In theory, fragrances are like snowflakes. Outside of brands who are deliberately trying to copy and clone, no two scents are supposed to be alike, and each fragrance's specific formula is supposed to be a secret. Wink, wink. 

But in reality, lots of fragrances smell like other fragrances. Sometimes the likeness is nearly identical (see the similarities between CH Men Prive and La Nuit de l'Homme, or Bentley for Men Intense and Man in Black), sometimes it's more broad-brushed. How different, really, are any of the sporty aquatic scents? How many dozens of "woodsy orientals" feature the same basic base notes?
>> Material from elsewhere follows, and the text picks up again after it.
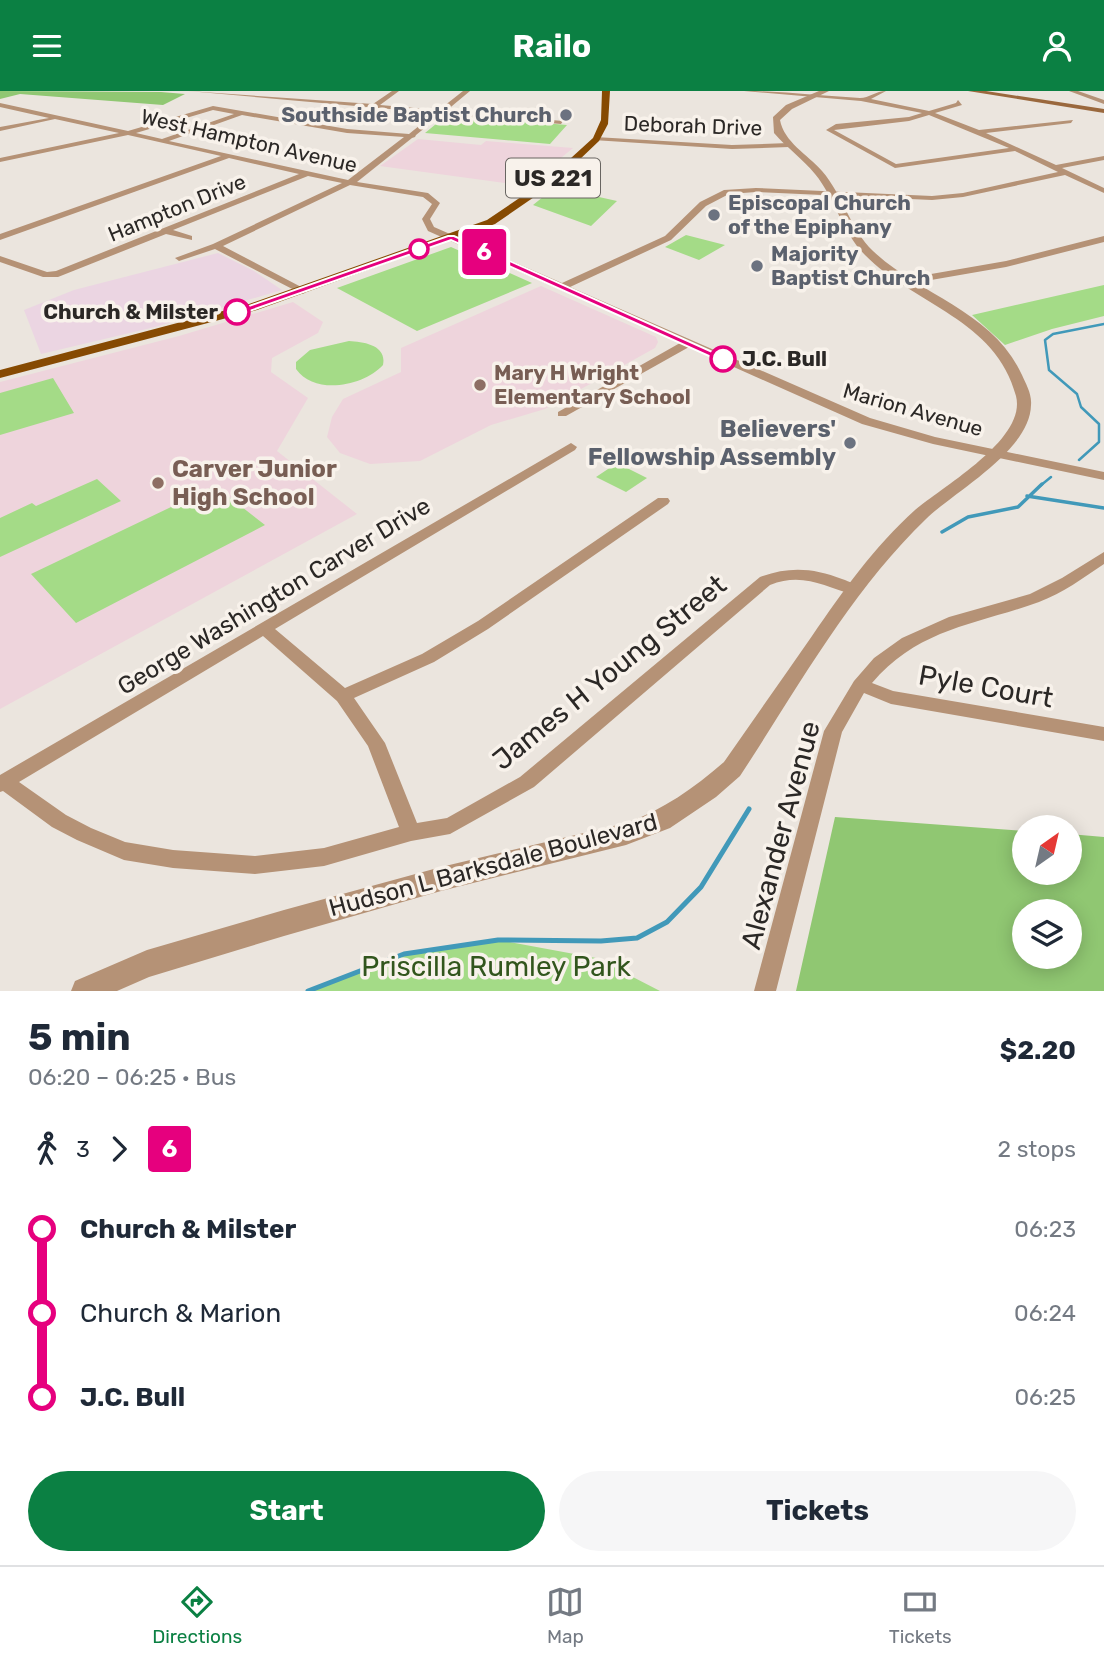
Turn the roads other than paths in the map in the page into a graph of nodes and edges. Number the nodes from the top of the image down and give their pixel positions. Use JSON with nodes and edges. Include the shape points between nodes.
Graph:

For the true lovers of novelty, then, here are five fragrances that stand completely alone, utterly unique and unlike anything else. In fact, they're so unique, they're actually a little strange. Fair warning, then: these fragrances are closer to the "Polarizing" end of the spectrum than they are to the "Mass Appeal" end. I don't wear most of these outside the house, and if I do, I apply very lightly.

Salvatore Ferragamo: Uomo (2016)


This is a bottle of liquid tiramisu. Yes, "tiramasu" is listed (at least by places such as Nordstrom) as one of the notes. No joke here, you can smell the sweet cream, the coffee, the powdery cocoa, it's all here. It's a delicious scent, and quite obviously belongs in the gourmand category. Just beware the potentially cloying nature of this one.

Lalique: Encre Noir (2006)



The name here translates in English as "black ink," and Lalique isn't fooling around with this. It's a big old swampy mess of vetiver, thick and dark, with a salty edge that brings it very close to smelling like actual ink. I can't stress how much I love this scent, because it's a brooding and mysterious bouquet that seems to reveal something new every time I use it. There's nothing like it.

Joop!: Joop! Homme (1989)


That screaming neon pink juice! You don't even have to smell it to know you're about to have a unique experience. Joop! is a laser-beam of vibrating sweetness. I could tell you that it's a combination of oranges and cinnamon, but that would be like saying the ocean is watery. This is oranges and cinnamon turned electric, slightly metallic, pulsating. Listen closely and you might even hear the sizzle and hum of the neon.

Gucci: Gucci Guilty Absolute (2017)


The designer says this is a leather fragrance, and I think that might be one of the most misleading things I've read this year. Guilty Absolute is dirty, dank, sour, sweaty, and delicious. The vetiver and patchouli smudge and blur the painting in wonderful ways. What does this really smell like? I sniffed at for hours and hours, intrigued and trying to place the scent memory, and it finally came to me: the perspiring auto mechanic who worked on my car a few days earlier, in his garage with that pungent aromatic combination of grease, oil, petrol, and other such car things. That's what this smells like. Fantastic!

Yves Saint Laurent: Kouoros (1981)


You had to know that an 80's powerhouse had to make this list at some point. There was just too much wild and unique stuff going on that decade. Kouros is a honey-drizzled pile of patchouli leaves that a cat has urinated on. Yes, this has civet in it, and yes, that's a "glandular secretion" from the testicular area of an African wild cat. For some reason, there's cinnamon and clove sprinkled on all of this, and somehow, all of this aromatic chaos is absolutely beautiful. There is nothing on earth that comes close to smelling like Kouros.